以最新值进行抽样 [英] Sampling with the most recent value
问题描述
请考虑以下系列:
created_at
2014-01-27 21:50:05.040961 80000.00
2014-03-12 18:46:45.517968 79900.00
2014-09-05 20:54:17.991260 63605.31
2014-11-04 01:16:08.286631 64405.31
2014-11-04 01:17:26.398272 63605.31
2014-11-04 01:24:38.225306 64405.31
2014-11-13 19:32:14.273478 65205.31
Name: my_series, dtype: float64
我需要在一组特定的预定义天(例如,每天从2014-12-01
到2014-12-07
)对本系列进行抽样.对于每个这样的样本,我想从原始系列中获得最新最新值.
I need to sample this Series on a specific set of pre-defined days (e.g. every day from 2014-12-01
to 2014-12-07
). On each such sample, I would like to get the most recent value available from the original Series.
I have been looking at resample
(see also this and this thread), since it looks like the right tool for the job. However, I don't have a good grasp of the function yet.
Can resample
be used for this?

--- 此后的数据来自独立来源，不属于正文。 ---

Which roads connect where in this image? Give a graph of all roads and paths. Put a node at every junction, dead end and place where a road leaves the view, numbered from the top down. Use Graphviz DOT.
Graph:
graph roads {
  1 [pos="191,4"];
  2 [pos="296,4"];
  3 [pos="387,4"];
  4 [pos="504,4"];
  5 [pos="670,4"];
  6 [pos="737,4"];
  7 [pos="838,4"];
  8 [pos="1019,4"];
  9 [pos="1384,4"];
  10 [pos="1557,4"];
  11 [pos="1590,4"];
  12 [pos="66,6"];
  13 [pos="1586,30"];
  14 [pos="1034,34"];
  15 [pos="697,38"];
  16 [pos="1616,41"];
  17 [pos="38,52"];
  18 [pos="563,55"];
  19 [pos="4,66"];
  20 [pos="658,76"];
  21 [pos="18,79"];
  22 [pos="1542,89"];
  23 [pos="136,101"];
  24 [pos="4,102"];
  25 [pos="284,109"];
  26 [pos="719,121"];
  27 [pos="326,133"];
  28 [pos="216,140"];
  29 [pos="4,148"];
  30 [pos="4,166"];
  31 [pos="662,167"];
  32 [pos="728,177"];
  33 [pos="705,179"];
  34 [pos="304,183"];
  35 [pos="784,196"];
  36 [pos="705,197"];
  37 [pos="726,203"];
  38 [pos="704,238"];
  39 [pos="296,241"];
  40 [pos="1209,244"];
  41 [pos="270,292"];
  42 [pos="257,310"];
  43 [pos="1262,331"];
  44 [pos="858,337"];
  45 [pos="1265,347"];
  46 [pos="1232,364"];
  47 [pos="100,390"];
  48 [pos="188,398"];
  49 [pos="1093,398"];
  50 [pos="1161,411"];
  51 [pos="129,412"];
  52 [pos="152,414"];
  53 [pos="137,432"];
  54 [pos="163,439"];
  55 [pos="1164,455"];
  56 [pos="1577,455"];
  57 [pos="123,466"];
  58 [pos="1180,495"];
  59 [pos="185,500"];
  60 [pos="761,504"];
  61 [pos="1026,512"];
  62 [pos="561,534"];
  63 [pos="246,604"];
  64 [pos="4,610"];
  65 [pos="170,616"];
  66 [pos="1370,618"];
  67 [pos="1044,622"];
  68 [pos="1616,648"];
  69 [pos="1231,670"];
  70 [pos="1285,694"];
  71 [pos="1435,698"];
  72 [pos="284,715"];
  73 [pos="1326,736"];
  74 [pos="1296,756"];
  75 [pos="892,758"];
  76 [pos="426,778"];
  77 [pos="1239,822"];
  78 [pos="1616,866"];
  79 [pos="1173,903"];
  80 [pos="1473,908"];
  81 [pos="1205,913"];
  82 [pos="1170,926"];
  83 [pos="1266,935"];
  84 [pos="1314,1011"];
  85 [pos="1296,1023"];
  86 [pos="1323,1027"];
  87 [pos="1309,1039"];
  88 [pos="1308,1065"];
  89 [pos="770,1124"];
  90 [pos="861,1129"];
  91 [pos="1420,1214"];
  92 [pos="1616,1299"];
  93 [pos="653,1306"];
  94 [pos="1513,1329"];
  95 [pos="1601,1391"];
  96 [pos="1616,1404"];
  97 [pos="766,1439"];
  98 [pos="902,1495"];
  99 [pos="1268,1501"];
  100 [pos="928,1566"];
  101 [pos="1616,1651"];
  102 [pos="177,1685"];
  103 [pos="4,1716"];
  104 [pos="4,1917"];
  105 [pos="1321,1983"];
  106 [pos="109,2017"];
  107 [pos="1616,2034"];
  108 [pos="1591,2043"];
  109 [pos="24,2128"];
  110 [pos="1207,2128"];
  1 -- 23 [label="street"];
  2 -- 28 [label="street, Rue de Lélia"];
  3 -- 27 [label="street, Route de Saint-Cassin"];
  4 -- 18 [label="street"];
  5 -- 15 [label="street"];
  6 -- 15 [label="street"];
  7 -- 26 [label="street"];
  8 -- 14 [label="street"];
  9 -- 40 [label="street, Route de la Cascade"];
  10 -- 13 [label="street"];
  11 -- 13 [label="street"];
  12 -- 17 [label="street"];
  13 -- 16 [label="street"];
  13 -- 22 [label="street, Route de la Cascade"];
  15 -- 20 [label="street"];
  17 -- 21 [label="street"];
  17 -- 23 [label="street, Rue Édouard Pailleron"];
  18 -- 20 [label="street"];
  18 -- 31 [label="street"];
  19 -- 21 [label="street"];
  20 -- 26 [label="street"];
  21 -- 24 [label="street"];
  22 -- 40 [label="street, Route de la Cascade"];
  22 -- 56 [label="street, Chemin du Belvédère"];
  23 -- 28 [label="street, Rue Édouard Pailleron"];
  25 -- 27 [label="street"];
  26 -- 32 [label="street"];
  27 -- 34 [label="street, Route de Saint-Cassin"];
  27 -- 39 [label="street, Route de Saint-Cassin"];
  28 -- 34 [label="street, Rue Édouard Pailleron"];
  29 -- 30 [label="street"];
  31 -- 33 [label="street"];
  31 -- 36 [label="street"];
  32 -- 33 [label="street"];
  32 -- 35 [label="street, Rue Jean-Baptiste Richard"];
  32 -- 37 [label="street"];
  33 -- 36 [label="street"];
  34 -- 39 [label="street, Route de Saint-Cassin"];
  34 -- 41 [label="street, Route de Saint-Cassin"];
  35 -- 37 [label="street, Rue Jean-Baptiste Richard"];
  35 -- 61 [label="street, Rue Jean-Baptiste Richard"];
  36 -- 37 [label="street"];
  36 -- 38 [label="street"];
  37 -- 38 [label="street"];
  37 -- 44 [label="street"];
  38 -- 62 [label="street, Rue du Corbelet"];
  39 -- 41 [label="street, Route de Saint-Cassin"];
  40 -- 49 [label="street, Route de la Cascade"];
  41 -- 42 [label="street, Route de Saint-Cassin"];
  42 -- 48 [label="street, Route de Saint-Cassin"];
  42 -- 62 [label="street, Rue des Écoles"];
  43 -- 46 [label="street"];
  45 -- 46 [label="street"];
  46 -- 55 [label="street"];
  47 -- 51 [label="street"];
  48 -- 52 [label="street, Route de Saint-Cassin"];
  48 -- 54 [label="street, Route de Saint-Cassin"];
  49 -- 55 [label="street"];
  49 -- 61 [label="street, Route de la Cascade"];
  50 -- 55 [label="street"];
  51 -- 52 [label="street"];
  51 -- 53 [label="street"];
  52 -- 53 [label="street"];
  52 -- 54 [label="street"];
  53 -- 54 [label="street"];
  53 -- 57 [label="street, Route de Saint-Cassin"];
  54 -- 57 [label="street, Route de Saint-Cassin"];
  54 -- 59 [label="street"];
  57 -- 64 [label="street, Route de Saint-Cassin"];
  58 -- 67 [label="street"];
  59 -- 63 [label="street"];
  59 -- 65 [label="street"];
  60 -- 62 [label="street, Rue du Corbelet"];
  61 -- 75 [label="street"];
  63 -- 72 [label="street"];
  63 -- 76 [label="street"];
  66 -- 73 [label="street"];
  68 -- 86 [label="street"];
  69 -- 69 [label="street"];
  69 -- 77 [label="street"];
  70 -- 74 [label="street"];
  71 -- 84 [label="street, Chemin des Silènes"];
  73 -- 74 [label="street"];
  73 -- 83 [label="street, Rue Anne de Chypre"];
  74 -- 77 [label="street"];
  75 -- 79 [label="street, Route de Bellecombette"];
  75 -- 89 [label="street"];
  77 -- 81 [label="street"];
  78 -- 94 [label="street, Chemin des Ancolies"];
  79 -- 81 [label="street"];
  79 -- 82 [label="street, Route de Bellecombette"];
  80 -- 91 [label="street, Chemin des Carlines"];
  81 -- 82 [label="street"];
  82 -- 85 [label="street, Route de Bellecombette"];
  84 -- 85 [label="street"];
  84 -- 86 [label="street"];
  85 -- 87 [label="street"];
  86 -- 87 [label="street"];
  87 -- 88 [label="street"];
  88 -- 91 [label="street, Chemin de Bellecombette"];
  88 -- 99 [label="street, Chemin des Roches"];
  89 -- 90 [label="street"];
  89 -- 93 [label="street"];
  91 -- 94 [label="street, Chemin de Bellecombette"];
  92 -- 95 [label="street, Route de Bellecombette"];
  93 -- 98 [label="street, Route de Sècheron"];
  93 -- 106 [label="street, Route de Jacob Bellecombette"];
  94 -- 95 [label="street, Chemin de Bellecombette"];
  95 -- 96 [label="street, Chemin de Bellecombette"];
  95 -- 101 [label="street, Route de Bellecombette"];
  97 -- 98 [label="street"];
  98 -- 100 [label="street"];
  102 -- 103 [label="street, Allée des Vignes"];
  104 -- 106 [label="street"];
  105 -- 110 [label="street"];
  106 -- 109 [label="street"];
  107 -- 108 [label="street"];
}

If so, how?
推荐答案
如果您首先定义了一组预定义的天数(在下面的示例中为days
),则可以
If you first define the set of pre-defined days (days
in my example below), you can reindex with that and specify the filling method ('ffill' will propagate last valid observation forward, so this means take most recent for a time series):
In [19]: s
Out[19]:
time
2014-01-27 21:50:05.040961 80000.00
2014-03-12 18:46:45.517968 79900.00
2014-09-05 20:54:17.991260 63605.31
2014-11-04 01:16:08.286631 64405.31
2014-11-04 01:17:26.398272 63605.31
2014-11-04 01:24:38.225306 64405.31
2014-11-13 19:32:14.273478 65205.31
Name: my_series, dtype: float64
In [20]: days = pd.date_range('2014-12-01', '2014-12-07')
In [21]: s.reindex(days, method='ffill')
Out[21]:
2014-12-01 65205.31
2014-12-02 65205.31
2014-12-03 65205.31
2014-12-04 65205.31
2014-12-05 65205.31
2014-12-06 65205.31
2014-12-07 65205.31
Freq: D, Name: my_series, dtype: float64
在这种情况下(您给出的示例日期),这给alle相同的值,因为对于所有日期,原始系列中的最新观测值都是相同的.
In this case (the example dates you gave), this gives alle the same values, as for all dates the most recent observation in the original series is the same.
如果您不想提供特定的集合,而只是原始系列开始到结束的所有日期,则可以使用resample
达到相同的目的:
If you don't want to give a specific set, but just all dates from the start to end of the original Series, you can use resample
do reach the same:
In [23]: s.resample('D', how='last', fill_method='ffill')
Out[23]:
time
2014-01-27 80000
2014-01-28 80000
2014-01-29 80000
2014-01-30 80000
...
2014-11-10 64405.31
2014-11-11 64405.31
2014-11-12 64405.31
2014-11-13 65205.31
Freq: D, Name: my_series, Length: 291
这篇关于以最新值进行抽样的文章就介绍到这了,希望我们推荐的答案对大家有所帮助,也希望大家多多支持IT屋!